Il gioco “Chiavi e Coltelli” — forse il più crudo della stagione — mette i partecipanti di fronte a una scelta tra cooperazione e sopraffazione. La maggior parte sceglie la seconda, convinta che la forza sia la via più sicura. Eppure, proprio i pochi che hanno collaborato sono riusciti a salvarsi, mostrando che la solidarietà può ancora avere un valore, anche in un contesto ostile.
In sottofondo, si insinua un’altra critica, quasi satirica: i VIP che assistono impassibili agli orrori sono lo specchio di noi stessi. Spettatori passivi di un mondo in crisi, troppo spesso incapaci di empatia, guardiamo la sofferenza altrui come se fosse uno spettacolo lontano, che non ci riguarda.
Il protagonista, 456, rappresenta ciò che resta dell’umanità in un mondo che tende a corroderla. Anche lui è stato inesorabilmente trasformato dalla brutalità del sistema, ma resta in lui una luce: la consapevolezza che non tutto è perduto, che un’altra via è possibile. L’importante è non smettere mai di cercarla.
L’intera dinamica di Squid Game ci restituisce un mondo dominato dalla corruzione e dalla malsana e penosa lotta al potere, senza scrupoli né eccezioni, fatta esclusione per qualche minuscola rarità (pensiamo alla madre Geum-ja o a Hyun-ju, la donna transgender che diviene una vera e propria eroina combattiva).
Il protagonista super espressivo Gi-hun, il concorrente numero 456, incarna l’umanità residua, la decenza che lotta disperatamente per rovesciare le leggi spietate del mercato e le sue crudeltà.
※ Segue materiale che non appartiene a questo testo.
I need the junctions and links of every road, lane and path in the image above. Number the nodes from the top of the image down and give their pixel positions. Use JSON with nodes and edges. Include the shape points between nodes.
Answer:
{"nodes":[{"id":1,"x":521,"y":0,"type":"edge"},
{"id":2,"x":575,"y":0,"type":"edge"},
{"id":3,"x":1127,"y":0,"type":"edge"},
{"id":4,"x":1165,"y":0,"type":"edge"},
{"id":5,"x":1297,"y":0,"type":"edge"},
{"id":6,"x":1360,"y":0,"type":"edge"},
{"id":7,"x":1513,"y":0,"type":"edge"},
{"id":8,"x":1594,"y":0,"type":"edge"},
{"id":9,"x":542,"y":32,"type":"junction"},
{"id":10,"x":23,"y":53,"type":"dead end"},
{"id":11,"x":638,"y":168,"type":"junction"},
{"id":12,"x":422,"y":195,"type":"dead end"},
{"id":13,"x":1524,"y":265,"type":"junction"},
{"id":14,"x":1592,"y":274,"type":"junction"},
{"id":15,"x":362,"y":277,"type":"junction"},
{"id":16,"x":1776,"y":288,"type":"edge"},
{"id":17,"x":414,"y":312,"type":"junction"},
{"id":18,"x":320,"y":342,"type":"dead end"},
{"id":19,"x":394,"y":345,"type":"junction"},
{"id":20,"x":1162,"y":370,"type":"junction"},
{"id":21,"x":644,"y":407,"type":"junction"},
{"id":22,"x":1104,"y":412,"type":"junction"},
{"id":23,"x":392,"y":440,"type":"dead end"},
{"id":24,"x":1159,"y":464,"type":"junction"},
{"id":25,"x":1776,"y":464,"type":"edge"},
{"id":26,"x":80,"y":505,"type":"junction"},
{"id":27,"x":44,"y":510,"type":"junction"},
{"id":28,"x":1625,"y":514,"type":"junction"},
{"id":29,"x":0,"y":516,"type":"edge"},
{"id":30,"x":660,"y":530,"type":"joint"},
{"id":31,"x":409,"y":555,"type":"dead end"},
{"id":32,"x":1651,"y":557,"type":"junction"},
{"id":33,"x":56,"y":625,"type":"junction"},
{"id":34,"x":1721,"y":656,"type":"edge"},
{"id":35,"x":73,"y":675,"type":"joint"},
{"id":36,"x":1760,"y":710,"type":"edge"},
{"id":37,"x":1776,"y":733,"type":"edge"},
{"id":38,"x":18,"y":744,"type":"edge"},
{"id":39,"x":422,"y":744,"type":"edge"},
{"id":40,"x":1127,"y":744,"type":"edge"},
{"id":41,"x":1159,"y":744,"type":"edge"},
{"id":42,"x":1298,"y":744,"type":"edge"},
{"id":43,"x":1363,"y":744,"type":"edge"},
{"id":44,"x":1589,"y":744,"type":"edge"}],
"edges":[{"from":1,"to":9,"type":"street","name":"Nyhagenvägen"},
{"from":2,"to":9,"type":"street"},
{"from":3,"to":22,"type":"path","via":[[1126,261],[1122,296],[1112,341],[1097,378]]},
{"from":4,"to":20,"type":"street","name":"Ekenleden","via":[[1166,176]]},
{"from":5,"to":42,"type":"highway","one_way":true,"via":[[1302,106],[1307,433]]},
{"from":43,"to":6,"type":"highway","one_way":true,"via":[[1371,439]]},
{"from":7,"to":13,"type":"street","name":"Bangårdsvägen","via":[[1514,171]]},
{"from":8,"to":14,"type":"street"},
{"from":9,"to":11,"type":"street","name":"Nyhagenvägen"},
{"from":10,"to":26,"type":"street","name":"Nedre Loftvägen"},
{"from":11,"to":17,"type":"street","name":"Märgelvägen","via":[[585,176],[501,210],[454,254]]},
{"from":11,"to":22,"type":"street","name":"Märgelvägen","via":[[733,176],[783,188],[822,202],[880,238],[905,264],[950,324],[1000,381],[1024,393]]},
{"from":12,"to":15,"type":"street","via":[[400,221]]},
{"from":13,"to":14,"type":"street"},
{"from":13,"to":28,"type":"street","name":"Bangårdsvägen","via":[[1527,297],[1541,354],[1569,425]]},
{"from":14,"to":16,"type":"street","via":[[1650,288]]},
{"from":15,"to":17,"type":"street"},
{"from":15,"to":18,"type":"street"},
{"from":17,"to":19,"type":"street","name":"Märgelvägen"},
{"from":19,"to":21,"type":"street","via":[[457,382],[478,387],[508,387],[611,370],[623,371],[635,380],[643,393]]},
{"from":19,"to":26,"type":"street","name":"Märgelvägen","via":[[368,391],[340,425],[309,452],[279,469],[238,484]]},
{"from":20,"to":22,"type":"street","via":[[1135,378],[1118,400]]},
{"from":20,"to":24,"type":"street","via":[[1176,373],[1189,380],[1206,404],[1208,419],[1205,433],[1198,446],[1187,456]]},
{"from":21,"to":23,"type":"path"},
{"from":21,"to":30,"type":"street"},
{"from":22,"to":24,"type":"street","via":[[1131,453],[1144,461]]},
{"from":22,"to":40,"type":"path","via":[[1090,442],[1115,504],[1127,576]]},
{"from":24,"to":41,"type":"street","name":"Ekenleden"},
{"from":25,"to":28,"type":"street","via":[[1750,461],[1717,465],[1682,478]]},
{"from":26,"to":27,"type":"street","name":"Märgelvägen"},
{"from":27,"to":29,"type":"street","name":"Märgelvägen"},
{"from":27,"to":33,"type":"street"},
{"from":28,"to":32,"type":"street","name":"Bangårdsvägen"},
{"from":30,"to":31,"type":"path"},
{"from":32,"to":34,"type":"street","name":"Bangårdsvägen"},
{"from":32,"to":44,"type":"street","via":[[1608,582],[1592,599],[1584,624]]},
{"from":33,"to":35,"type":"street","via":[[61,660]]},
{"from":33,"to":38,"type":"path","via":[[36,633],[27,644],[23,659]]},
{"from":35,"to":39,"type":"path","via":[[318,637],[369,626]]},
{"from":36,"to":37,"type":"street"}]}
È una parentesi fragile e profondamente umana in mezzo alla disumanizzazione sistemica, che ci porta a empatizzare con lui quasi per osmosi. Ma quel barlume di speranza viene presto rinnegato: Gi-hun, come tutti coloro che cercano invano di sovvertire le regole del potere, finisce sconfitto, travolto da una realtà che non lascia scampo.
L’umanità, sembra dirci il finale, non riesce a sfuggire alle implacabili logiche di dominio. Le forze che governano il gioco – e la società – restano intatte, perpetuandosi di generazione in generazione. È una sfida quasi illusoria quella che Gi-hun tenta fino all’ultimo, sospendendo perfino la risposta alla domanda cruciale del Front Man: “Credi ancora nella gente?”
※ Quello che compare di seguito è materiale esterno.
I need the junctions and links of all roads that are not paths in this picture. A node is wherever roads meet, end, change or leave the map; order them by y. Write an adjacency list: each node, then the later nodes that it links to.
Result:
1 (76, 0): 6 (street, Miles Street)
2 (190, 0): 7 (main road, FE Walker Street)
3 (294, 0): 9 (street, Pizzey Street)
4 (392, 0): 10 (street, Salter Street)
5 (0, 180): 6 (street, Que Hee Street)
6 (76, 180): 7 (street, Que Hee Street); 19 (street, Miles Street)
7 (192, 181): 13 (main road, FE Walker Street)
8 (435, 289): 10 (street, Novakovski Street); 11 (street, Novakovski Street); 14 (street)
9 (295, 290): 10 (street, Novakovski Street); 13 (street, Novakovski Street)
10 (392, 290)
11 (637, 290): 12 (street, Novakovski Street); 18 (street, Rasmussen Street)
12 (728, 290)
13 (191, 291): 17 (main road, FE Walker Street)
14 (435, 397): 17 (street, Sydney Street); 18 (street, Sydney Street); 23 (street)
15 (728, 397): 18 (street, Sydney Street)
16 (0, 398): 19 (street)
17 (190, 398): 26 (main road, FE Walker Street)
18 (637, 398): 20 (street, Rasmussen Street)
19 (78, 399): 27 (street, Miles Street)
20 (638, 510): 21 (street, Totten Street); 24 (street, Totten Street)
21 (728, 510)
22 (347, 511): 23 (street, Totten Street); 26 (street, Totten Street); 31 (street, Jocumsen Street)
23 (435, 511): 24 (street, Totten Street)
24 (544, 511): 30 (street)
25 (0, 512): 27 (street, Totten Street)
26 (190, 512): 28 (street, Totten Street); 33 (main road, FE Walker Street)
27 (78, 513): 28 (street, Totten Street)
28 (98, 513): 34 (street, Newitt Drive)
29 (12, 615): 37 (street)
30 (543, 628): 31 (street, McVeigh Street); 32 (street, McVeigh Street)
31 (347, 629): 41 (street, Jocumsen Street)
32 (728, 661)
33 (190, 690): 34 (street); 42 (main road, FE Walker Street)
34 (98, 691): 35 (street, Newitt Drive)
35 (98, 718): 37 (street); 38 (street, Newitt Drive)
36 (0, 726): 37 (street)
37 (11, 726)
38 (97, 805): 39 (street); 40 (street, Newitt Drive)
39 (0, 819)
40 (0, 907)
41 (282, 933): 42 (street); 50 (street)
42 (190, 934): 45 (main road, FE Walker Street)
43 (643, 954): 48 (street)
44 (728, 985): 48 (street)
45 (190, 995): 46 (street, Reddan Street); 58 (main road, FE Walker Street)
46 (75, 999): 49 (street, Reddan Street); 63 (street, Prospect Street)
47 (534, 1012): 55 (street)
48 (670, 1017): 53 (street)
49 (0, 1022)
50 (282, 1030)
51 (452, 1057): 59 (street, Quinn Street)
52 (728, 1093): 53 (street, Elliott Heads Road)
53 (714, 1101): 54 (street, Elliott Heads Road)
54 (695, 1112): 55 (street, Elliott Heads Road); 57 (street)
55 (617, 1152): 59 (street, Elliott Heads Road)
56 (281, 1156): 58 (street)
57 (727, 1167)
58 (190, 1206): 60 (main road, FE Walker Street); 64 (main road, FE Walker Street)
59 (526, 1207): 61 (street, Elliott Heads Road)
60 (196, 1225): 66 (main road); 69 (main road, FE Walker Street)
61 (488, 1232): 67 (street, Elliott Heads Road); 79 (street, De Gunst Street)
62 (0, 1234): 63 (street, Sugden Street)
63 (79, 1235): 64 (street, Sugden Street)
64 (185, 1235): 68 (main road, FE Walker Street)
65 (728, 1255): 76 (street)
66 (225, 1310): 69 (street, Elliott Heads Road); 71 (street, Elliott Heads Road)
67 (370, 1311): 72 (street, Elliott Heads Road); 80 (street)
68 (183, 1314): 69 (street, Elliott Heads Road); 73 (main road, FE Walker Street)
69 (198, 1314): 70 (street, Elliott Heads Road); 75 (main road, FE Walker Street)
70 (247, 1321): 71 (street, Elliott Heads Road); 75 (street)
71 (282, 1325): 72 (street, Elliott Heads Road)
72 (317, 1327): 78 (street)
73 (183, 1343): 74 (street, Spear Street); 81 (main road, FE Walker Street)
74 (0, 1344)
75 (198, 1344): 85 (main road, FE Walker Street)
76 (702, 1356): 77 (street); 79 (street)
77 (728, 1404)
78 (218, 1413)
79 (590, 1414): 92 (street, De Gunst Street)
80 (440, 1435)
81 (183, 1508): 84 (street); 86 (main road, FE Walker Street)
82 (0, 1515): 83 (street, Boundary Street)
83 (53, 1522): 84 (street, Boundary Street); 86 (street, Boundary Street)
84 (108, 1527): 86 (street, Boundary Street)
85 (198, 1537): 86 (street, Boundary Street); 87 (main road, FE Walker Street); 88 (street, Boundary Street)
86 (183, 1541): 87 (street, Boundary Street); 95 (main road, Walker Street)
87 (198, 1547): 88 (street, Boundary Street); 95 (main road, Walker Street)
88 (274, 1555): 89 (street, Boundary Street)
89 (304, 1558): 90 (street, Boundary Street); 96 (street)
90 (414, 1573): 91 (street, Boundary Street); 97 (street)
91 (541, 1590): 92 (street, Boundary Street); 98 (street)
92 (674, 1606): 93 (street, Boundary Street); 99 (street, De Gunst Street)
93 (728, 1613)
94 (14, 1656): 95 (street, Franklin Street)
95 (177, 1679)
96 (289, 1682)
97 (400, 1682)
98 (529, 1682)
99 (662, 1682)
Il finale è crudo, tagliente, quasi violento nella sua verità: il mondo va a rotoli, e fermarlo appare impossibile. Eppure, in mezzo alla rovina, qualcosa si muove. La speranza si ostina a sopravvivere – anche quando il “cattivo” sembra voler tendere la mano al suo stesso nemico, riconoscendosi in lui come vittima dello stesso mondo spietato, costruito su misura per l'intrattenimento dei ricchi e il sacrificio dei disperati.
“Non siamo cavalli. Siamo uomini.” Una frase semplice, ma capace di spiazzare. E forse l’unico atto di resistenza rimasto.
Cosa siamo capaci di fare per la nostra dignità e per chi amiamo quando il mondo che avevamo tanto glorificato ci gira le spalle?
Domanda che apre interessanti riflessioni.
In un mondo attuale che tende al collasso provocato dalla stessa sete di potere, non poteva attualizzarsi serie tv più degna e funesta. Di sicuro ne sentiremo parlare ancora a lungo.